Abstract: Doped gallium oxide-based thin films are a class of wide-band semiconductor materials with the advantages of chemically stable, tunable bandgap, and offer the benefit of ultraviolet response. In order to obtain photodetectors (PDs) with superior response, higher demands are placed on the quality of growth and processing of doped films. In this work, Zn-doped ternary metal oxide ZnGaO (ZGO) thin films were grown using the atomic layer deposition technique and annealed at different temperatures under an oxygen atmosphere. The results showed that the high-quality ZGO films with good uniformity, high visible light transmittance, low roughness, and significant reduction of oxygen vacancies were obtained after annealing. Subsequently, metal-semiconductor-metal PDs were prepared based on the studied ZGO films.
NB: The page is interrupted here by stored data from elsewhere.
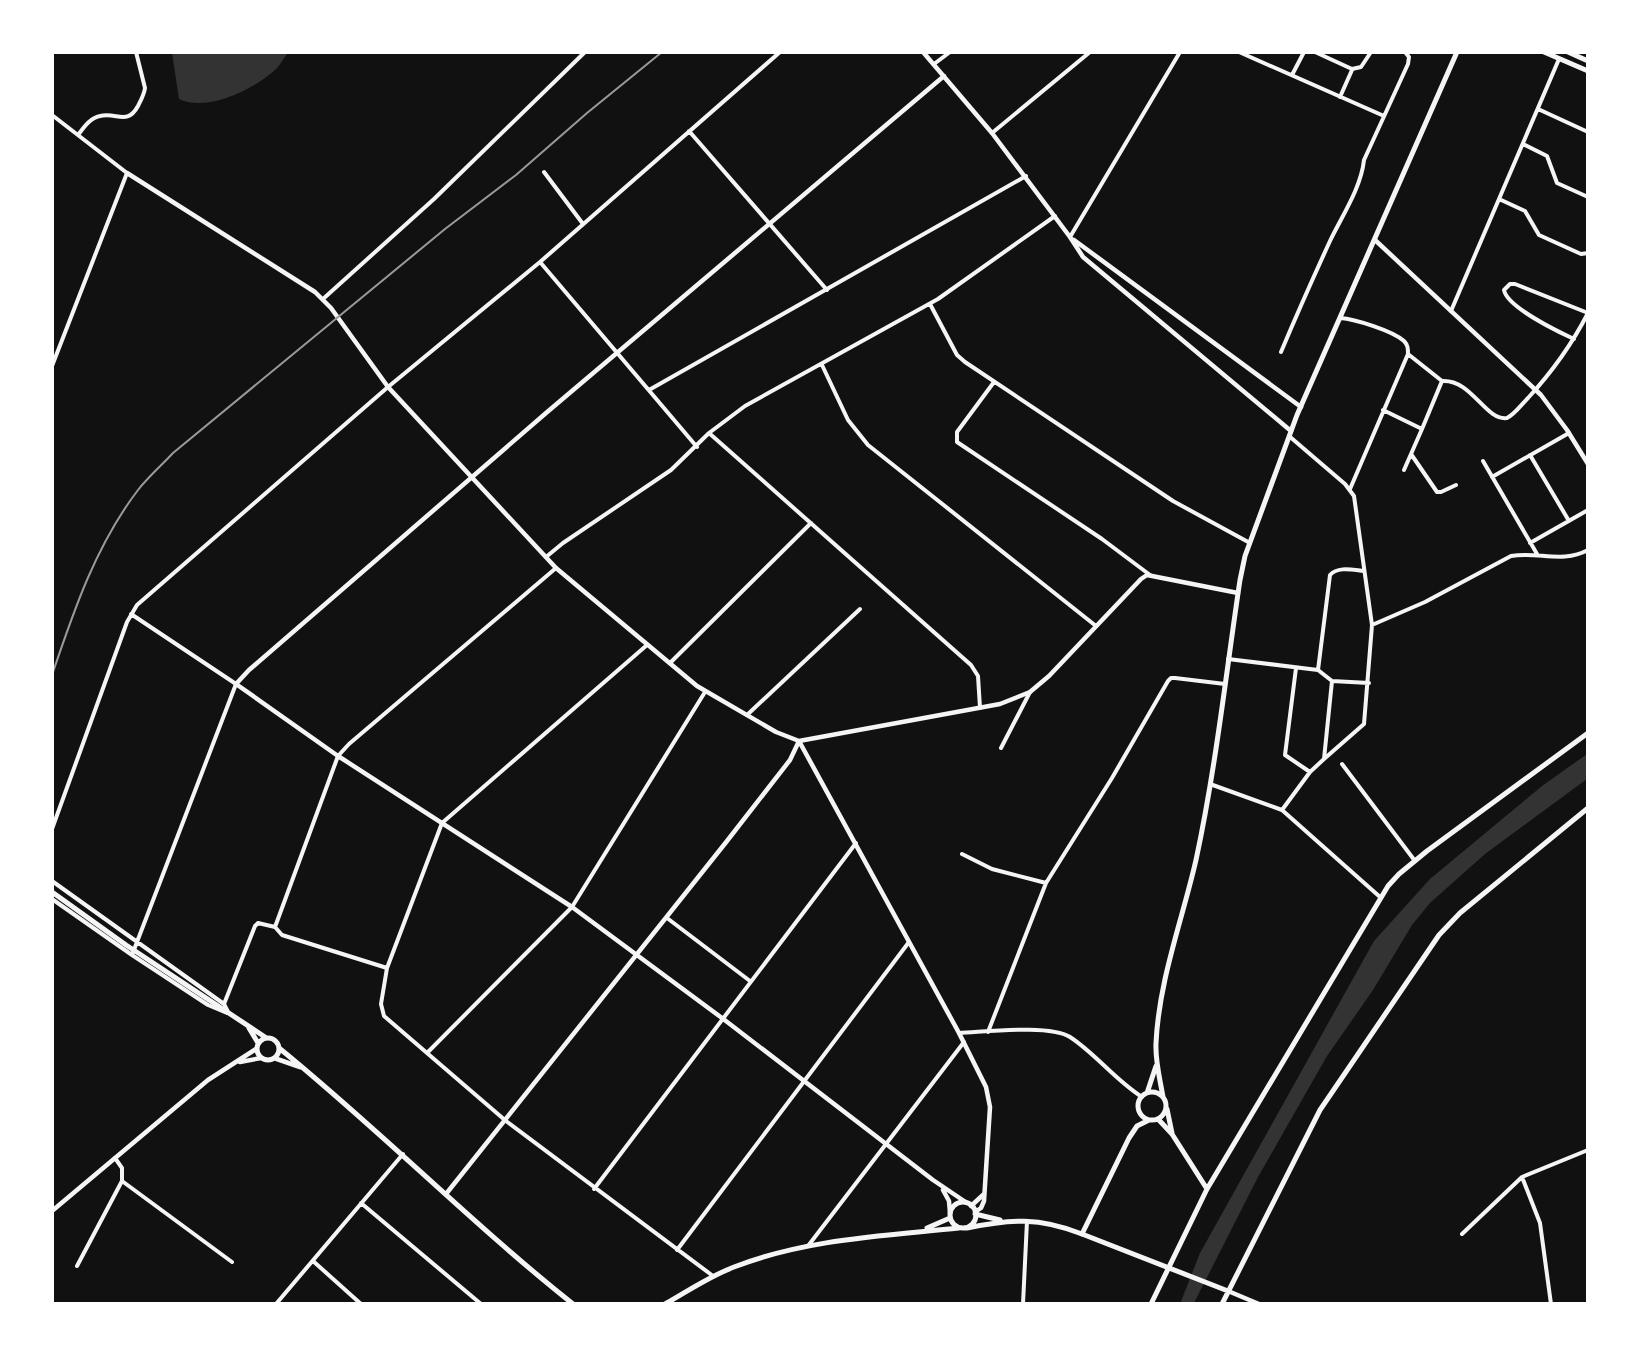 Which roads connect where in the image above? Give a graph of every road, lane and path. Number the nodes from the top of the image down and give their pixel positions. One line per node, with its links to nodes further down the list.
1 (136, 52): 30 (street)
2 (585, 52): 45 (street)
3 (780, 52): 27 (street)
4 (923, 52): 18 (street)
5 (950, 52): 18 (street)
6 (1090, 52): 29 (street)
7 (1180, 52): 40 (street)
8 (1239, 52): 21 (street)
9 (1315, 52): 19 (street)
10 (1371, 52): 19 (street)
11 (1404, 52): 26 (street)
12 (1456, 52): 41 (main road)
13 (1544, 52): 16 (main road)
14 (1568, 52): 17 (main road)
15 (1304, 54): 21 (street)
16 (1559, 59): 20 (main road); 24 (street)
17 (1587, 61)
18 (934, 64): 22 (street)
19 (1352, 69): 23 (street)
20 (1587, 71)
21 (1292, 75): 23 (street)
22 (944, 76): 29 (street); 39 (street)
23 (1340, 97): 26 (street)
24 (1538, 109): 28 (street); 31 (street)
25 (52, 115): 30 (street)
26 (1384, 116): 51 (street)
27 (689, 130): 38 (street); 39 (street)
28 (1587, 132)
29 (993, 133): 34 (street)
30 (78, 135): 33 (street)
31 (1523, 144): 35 (street); 36 (street)
32 (544, 172): 38 (street)
33 (127, 173): 45 (street); 55 (street)
34 (1026, 176): 37 (street); 44 (street)
35 (1587, 197)
36 (1499, 199): 42 (street); 47 (street)
37 (1055, 216): 40 (street); 46 (street)
38 (583, 224): 43 (street)
39 (770, 224): 44 (street); 52 (street)
40 (1070, 237): 61 (street); 66 (street)
41 (1375, 240): 47 (street); 49 (main road)
42 (1587, 253)
43 (540, 262): 52 (street); 58 (street)
44 (827, 290): 59 (street)
45 (323, 299): 58 (street)
46 (930, 304): 54 (street); 57 (street)
47 (1451, 311): 60 (street)
48 (1587, 313): 50 (street); 50 (street)
49 (1340, 318): 53 (street); 61 (main road)
50 (1574, 339): 60 (street)
51 (1281, 352)
52 (618, 353): 59 (street); 74 (street)
53 (1408, 354): 56 (street); 62 (street)
54 (822, 365): 64 (street); 92 (street)
55 (52, 366)
56 (1442, 381): 60 (street); 63 (street)
57 (994, 382): 80 (street); 87 (street)
58 (388, 387): 74 (street); 90 (street)
59 (649, 390): 67 (street)
60 (1536, 390): 65 (street)
61 (1301, 407): 66 (main road)
62 (1383, 410): 63 (street); 76 (street)
63 (1422, 429): 68 (street)
64 (709, 433): 67 (street); 79 (street)
65 (1569, 433): 69 (street); 71 (street)
66 (1290, 434): 76 (street); 80 (main road)
67 (697, 447): 84 (street)
68 (1412, 454): 72 (street); 75 (street)
69 (1530, 455): 73 (street); 78 (street)
70 (1482, 461): 73 (street)
71 (1587, 464)
72 (1404, 470)
73 (1492, 477): 81 (street)
74 (471, 478): 84 (street); 100 (street)
75 (1456, 484)
76 (1350, 489): 86 (street)
77 (1587, 510): 78 (street)
78 (1569, 521): 81 (street)
79 (811, 523): 95 (street); 104 (street)
80 (1250, 543): 88 (main road)
81 (1530, 543): 83 (street)
82 (1587, 550): 83 (street)
83 (1537, 555): 91 (street)
84 (546, 557): 85 (street)
85 (556, 568): 93 (street); 109 (street)
86 (1364, 571): 91 (street); 97 (street)
87 (1150, 574): 88 (street); 92 (street)
88 (1238, 593): 94 (main road)
89 (860, 609): 105 (street)
90 (130, 614): 100 (street); 117 (street)
91 (1372, 625): 99 (street)
92 (1096, 626): 103 (street)
93 (646, 645): 95 (street); 116 (street)
94 (1228, 659): 96 (street); 101 (main road)
95 (669, 664): 102 (street)
96 (1296, 668): 97 (street); 112 (street)
97 (1318, 670): 98 (street)
98 (1332, 681): 99 (street); 110 (street)
99 (1369, 683): 110 (street)
100 (236, 684): 109 (street); 130 (street)
101 (1225, 684): 113 (main road); 122 (street)
102 (705, 692): 105 (street); 126 (street)
103 (1030, 692): 104 (street); 108 (street)
104 (980, 708): 107 (street)
105 (746, 715): 107 (street)
106 (1587, 733): 120 (main road)
107 (799, 741): 118 (street); 127 (street)
108 (1001, 748)
109 (338, 756): 116 (street); 128 (street)
110 (1324, 759): 112 (street)
111 (1342, 764): 120 (street)
112 (1310, 772): 115 (street)
113 (1209, 784): 115 (street); 149 (main road)
114 (1587, 808): 189 (main road)
115 (1282, 810): 124 (street)
116 (442, 823): 126 (street); 133 (street)
117 (52, 829)
118 (855, 843): 129 (street); 134 (street)
119 (962, 854): 122 (street)
120 (1414, 861): 124 (main road)
121 (52, 881): 130 (street)
122 (1046, 883): 139 (street)
123 (52, 892): 136 (main road)
124 (1380, 897): 167 (main road)
125 (52, 899): 131 (street)
126 (572, 907): 132 (street); 145 (street)
127 (667, 918): 132 (street); 134 (street)
128 (275, 927): 133 (street); 135 (street)
129 (909, 942): 140 (street); 151 (street)
130 (137, 943): 131 (street); 135 (street)
131 (132, 955): 136 (street)
132 (638, 955): 137 (street); 157 (street)
133 (387, 969): 145 (street)
134 (750, 981): 137 (street)
135 (224, 1004): 136 (street)
136 (230, 1013): 138 (main road)
137 (722, 1018): 151 (street); 166 (street)
138 (248, 1026): 141 (main road); 143 (main road)
139 (988, 1032): 140 (street); 152 (street)
140 (959, 1033): 142 (street)
141 (266, 1037): 143 (main road); 144 (main road)
142 (964, 1042): 159 (street); 169 (street)
143 (257, 1046): 146 (main road); 148 (street)
144 (279, 1048): 147 (main road); 150 (main road)
145 (427, 1053): 157 (street)
146 (261, 1058): 147 (main road); 148 (street)
147 (274, 1058): 150 (main road)
148 (237, 1062): 162 (street)
149 (1157, 1064): 152 (main road); 153 (main road)
150 (305, 1068): 161 (main road)
151 (804, 1083): 159 (street); 183 (street)
152 (1144, 1095): 153 (main road); 156 (main road)
153 (1163, 1097): 154 (main road)
154 (1166, 1104): 155 (main road); 158 (main road)
155 (1158, 1119): 156 (main road); 158 (main road)
156 (1149, 1120): 180 (main road)
157 (506, 1121): 166 (street); 168 (street)
158 (1172, 1134): 167 (main road)
159 (885, 1145): 165 (street); 182 (street)
160 (1587, 1150): 163 (street)
161 (403, 1154): 168 (main road); 170 (street)
162 (116, 1158): 164 (street); 172 (street)
163 (1522, 1177): 181 (street); 199 (street)
164 (122, 1180): 185 (street); 186 (street)
165 (937, 1183): 171 (street); 174 (street)
166 (594, 1189): 183 (street)
167 (1207, 1190): 187 (main road)
168 (446, 1194): 193 (main road)
169 (984, 1194): 171 (street); 173 (street)
170 (361, 1203): 184 (street); 192 (street)
171 (969, 1204): 173 (main road); 174 (main road)
172 (52, 1211)
173 (975, 1213): 175 (main road); 177 (main road)
174 (950, 1215): 178 (main road); 179 (main road)
175 (1002, 1221): 176 (main road); 177 (main road)
176 (1027, 1221): 180 (main road); 195 (street)
177 (967, 1227): 178 (main road)
178 (959, 1228): 179 (main road)
179 (923, 1230): 182 (main road)
180 (1082, 1234): 187 (main road)
181 (1462, 1234)
182 (808, 1246): 188 (main road)
183 (677, 1250): 188 (street)
184 (313, 1260): 190 (street); 191 (street)
185 (232, 1263)
186 (77, 1266)
187 (1169, 1267): 189 (main road); 196 (main road)
188 (712, 1276): 194 (main road)
189 (1228, 1291): 197 (main road); 198 (street)
190 (276, 1304)
191 (361, 1304)
192 (481, 1304)
193 (573, 1304)
194 (665, 1304)
195 (1023, 1304)
196 (1151, 1304)
197 (1222, 1304)
198 (1259, 1304)
199 (1551, 1304)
The responsivity (R), detectivity (D*), and external quantum efficiency (EQE) of the optimized device are 61.8 A W^-1, 1.2 × 10¹² Jones, and 255.9 %, respectively. Compared to the unannealed device, the annealed ZGO PD achieves a maximum 309-fold increase in responsivity. This thermal engineering work may provide a strong reference for the development of low-cost, large-area, high-performance ultraviolet detection. And it also broadens the application of ternary metal oxides in optoelectronics.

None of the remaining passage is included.